I want to know the effect of deleting photos from All Synced Photographs depending on the two workflows I use.

- SD card images > import to collection and folder in Lr Classic
- Attach SD card/reader to my Android phone > copy raw files to the memory of Android phone > add images to Album/Collection.

If I  clear out All Synced Photographs (to reclaim space in CC) after my post-processing is done, will I lose any of my photos?


----------



## Jim Wilde (Nov 20, 2018)

jon.tsujimura said:


> If I  clear out All Synced Photographs (to reclaim space in CC) after my post-processing is done, will I lose any of my photos?



If you simply remove the images from All Synced Photographs, rather than remove them from the Classic catalog, they will be retained in LR Classic but will be deleted from the cloud and thus all LRCC apps.

Furthermore, if any of the images in LR Classic are in synced collections, when you remove those images from All Synced Photographs the collection is not removed but the images that were in it will be (because the images are no longer synced, and a synced collection cannot contain non-synced images).


----------



## Johan Elzenga (Nov 20, 2018)

An image that is removed from 'All Synced Photographs' is removed from the cloud, but not from your local folders.
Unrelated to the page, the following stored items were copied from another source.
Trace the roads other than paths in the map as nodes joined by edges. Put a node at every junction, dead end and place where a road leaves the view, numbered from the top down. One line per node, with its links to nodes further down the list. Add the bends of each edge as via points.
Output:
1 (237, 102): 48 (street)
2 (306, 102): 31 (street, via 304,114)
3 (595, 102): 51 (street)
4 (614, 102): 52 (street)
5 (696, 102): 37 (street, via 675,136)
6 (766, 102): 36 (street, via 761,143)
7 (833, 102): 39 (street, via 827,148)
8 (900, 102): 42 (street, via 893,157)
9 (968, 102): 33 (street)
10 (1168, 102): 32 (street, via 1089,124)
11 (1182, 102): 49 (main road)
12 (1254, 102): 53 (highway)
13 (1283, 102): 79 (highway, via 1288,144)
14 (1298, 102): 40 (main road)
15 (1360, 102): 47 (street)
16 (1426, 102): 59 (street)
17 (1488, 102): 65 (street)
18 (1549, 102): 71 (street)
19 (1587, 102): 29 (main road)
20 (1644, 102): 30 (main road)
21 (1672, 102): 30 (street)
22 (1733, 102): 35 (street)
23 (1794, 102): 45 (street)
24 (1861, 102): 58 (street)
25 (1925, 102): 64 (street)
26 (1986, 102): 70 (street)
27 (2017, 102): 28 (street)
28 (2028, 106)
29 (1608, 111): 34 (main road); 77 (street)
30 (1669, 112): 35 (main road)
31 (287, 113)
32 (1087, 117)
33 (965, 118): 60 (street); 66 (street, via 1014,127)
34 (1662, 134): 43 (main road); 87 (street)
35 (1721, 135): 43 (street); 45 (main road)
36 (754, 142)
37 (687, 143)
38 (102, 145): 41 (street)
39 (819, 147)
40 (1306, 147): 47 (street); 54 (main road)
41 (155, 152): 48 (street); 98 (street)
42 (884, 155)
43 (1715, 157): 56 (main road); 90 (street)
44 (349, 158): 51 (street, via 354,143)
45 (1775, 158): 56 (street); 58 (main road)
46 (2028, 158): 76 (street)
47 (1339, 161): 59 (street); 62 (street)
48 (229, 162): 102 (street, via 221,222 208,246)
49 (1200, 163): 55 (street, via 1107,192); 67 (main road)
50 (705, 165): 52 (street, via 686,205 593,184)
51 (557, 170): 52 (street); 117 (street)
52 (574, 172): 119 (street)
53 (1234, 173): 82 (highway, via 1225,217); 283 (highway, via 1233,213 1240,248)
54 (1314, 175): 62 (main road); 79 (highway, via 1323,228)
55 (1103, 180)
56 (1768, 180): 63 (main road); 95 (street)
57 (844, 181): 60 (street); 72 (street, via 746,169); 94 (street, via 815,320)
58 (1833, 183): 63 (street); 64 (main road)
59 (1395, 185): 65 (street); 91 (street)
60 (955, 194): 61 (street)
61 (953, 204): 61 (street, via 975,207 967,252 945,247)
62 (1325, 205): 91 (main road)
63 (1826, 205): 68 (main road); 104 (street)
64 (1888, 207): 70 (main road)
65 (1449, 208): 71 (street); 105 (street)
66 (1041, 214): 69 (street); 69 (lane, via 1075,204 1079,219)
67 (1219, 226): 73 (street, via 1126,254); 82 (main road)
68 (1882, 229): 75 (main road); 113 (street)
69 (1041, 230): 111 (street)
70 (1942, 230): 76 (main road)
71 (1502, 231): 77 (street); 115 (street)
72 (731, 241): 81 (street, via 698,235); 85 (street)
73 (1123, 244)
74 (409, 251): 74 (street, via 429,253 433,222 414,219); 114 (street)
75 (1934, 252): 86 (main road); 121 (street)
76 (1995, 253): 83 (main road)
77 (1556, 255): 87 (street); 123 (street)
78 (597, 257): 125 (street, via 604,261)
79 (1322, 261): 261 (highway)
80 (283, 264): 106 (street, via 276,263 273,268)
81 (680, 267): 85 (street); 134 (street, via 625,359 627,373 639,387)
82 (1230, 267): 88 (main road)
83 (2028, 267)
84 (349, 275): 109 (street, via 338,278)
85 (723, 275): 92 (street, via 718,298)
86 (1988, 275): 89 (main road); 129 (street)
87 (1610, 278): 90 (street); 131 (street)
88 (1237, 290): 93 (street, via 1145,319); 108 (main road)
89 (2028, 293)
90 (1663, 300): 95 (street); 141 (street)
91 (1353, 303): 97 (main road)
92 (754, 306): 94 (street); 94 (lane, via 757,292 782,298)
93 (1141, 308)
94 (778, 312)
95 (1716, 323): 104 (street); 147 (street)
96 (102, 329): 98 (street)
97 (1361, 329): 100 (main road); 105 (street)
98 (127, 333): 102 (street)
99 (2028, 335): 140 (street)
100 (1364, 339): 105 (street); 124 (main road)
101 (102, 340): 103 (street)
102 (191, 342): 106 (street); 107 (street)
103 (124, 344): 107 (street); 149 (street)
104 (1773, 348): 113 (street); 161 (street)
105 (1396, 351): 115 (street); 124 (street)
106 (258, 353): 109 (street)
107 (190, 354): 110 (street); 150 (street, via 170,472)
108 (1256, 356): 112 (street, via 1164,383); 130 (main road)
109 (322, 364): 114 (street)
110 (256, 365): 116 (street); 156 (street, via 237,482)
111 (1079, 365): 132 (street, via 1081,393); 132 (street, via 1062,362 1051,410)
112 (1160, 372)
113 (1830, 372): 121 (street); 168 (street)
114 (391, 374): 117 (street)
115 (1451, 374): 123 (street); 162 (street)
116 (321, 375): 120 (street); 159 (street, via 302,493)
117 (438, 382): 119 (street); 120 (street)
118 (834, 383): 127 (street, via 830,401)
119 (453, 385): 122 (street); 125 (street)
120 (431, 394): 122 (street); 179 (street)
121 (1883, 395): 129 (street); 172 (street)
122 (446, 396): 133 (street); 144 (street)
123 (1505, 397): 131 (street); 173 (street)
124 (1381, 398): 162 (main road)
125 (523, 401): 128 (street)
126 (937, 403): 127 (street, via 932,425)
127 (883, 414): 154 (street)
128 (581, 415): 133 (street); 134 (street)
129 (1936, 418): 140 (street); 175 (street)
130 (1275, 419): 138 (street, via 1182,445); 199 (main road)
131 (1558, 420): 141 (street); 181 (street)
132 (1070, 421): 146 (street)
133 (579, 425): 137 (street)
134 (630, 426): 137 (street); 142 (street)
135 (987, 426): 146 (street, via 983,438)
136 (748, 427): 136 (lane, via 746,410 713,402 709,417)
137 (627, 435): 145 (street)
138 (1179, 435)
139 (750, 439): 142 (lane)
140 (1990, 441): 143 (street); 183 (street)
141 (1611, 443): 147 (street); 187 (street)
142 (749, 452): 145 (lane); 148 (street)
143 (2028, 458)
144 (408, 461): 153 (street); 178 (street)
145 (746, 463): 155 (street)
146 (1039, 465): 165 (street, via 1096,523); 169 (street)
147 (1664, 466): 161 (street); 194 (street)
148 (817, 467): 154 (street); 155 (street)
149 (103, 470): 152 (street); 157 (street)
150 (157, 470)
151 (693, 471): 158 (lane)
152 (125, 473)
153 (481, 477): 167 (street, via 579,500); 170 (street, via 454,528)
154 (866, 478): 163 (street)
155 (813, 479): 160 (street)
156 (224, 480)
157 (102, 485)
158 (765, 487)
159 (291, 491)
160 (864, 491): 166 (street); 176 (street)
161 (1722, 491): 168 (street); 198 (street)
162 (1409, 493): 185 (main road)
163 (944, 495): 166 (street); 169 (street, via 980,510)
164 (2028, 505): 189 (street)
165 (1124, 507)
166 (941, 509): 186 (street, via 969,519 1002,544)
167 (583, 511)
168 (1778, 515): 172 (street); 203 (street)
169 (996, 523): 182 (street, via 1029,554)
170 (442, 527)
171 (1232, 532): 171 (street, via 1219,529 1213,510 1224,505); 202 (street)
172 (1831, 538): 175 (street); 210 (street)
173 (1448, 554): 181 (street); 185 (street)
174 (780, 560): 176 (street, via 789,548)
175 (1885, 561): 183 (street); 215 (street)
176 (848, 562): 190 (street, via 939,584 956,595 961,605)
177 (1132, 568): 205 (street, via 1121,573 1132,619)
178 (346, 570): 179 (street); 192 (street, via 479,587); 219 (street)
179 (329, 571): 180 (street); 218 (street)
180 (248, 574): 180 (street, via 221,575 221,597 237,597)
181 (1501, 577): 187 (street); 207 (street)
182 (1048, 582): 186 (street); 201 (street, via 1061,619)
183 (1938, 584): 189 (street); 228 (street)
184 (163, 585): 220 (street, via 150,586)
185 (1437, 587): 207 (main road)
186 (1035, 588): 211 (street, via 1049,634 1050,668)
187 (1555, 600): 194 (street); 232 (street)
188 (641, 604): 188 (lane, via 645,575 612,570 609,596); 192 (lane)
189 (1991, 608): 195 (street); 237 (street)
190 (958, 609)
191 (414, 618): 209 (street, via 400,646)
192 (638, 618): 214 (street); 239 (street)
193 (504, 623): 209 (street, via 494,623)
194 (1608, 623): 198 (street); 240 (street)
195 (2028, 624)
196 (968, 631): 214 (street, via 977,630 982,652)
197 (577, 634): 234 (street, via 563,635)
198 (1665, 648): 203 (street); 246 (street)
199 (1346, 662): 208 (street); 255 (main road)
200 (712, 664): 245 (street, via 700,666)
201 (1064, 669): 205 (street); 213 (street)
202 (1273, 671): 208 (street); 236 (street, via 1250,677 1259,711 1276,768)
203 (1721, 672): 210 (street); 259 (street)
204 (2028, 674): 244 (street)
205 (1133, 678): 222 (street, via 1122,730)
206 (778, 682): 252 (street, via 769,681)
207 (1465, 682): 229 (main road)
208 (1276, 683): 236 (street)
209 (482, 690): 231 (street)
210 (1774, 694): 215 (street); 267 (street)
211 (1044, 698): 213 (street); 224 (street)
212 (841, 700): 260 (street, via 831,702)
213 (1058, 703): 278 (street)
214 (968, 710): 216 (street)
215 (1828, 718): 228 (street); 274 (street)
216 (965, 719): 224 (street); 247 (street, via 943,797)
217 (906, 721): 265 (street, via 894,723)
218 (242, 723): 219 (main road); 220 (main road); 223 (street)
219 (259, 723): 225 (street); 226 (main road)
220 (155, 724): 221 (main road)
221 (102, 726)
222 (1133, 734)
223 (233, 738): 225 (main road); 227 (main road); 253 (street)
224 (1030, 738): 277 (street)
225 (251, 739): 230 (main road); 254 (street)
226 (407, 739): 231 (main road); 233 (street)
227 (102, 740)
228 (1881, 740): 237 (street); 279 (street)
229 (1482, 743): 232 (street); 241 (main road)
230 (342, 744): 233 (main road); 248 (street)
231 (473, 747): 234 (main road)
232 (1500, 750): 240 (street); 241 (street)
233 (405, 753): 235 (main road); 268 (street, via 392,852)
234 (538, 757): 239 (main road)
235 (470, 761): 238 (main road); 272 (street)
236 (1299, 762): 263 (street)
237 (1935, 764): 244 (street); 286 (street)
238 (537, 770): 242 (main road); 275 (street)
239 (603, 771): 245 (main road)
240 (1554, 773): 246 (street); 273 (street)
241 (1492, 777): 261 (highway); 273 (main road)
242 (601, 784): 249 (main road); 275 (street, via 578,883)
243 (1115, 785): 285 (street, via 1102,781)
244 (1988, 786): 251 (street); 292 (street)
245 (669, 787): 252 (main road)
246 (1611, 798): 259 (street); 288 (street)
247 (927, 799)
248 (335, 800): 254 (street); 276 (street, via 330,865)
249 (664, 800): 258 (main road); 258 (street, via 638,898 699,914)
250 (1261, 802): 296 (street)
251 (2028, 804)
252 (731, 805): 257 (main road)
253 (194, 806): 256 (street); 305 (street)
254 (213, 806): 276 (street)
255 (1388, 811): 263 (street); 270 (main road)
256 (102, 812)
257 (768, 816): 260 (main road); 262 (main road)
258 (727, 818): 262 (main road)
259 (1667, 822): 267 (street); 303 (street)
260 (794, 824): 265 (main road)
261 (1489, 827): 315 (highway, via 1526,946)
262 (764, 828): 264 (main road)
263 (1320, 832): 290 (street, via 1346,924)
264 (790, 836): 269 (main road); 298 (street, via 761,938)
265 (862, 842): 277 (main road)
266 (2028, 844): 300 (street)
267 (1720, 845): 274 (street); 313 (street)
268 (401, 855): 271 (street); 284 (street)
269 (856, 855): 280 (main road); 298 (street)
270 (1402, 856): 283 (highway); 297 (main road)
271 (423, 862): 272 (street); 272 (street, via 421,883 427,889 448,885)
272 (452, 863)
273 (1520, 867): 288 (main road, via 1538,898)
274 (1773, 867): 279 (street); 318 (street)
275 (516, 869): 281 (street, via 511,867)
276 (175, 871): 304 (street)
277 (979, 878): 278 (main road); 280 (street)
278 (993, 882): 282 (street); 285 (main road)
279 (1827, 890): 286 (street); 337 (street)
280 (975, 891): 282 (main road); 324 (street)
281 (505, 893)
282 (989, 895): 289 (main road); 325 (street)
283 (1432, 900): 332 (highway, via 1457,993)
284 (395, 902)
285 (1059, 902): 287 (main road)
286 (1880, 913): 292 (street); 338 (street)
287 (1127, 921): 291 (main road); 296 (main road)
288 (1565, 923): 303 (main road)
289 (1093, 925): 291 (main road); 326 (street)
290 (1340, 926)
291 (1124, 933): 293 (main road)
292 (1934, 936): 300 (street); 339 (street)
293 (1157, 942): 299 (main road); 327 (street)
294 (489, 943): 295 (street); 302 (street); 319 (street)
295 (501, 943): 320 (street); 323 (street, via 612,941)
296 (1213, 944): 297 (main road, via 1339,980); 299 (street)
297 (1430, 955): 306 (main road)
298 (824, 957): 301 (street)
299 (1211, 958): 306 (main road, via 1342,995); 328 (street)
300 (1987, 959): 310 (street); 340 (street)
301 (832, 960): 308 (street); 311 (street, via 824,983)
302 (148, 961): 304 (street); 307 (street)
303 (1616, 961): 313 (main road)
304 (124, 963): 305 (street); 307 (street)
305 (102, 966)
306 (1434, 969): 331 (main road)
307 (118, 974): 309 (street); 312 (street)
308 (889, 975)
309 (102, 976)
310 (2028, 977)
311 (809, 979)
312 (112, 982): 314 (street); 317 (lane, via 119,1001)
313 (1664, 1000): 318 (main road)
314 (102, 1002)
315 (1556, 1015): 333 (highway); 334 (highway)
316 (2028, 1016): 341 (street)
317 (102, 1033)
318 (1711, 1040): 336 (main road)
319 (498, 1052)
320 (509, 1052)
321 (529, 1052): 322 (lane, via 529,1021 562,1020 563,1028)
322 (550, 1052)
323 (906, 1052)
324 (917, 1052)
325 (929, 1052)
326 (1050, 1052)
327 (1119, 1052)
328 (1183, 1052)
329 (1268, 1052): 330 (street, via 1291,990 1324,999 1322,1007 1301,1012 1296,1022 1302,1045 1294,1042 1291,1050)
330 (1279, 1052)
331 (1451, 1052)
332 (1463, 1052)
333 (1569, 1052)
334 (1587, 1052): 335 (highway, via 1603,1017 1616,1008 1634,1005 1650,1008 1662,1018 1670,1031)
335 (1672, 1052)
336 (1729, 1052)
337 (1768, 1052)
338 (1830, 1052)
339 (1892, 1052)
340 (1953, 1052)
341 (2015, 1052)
Mind you, _smart previews do not count towards your CC storage_, so if you remove images from 'All Synced Photographs' that _were uploaded by Lightroom Classic_ you gain nothing.


----------



## jon.tsujimura (Nov 20, 2018)

Thank you so much for the answers.  So with the workflow -  "SD card images from camera > import to a synced Lr collection, and raw images to a folder on my computer "  The images/adjustments will NOT be lost if I clear out "All Synced Photographs" in Lr right?

Then on my other workflow:
" Attach SD card/reader to my Android phone > copy raw files to the memory of my Android phone > add images to Album/Collection" will be LOST when "Al Synced Photographs" are cleared out right?   And assuming the raw images that synced to a folder on my computer will also be gone right?


----------



## Jim Wilde (Nov 21, 2018)

jon.tsujimura said:


> And assuming the raw images that synced to a folder on my computer will also be gone right?


No, this last bit is incorrect. Yes, original files uploaded from phone to the cloud, and then synced down into Classic will be deleted from the cloud if you subsequently remove them from All Synced Photographs in Classic, but they will NOT be removed from Classic, and thus will remain on the hard drive of your computer.....removing images from any collection in Classic does not remove them from the catalog.


----------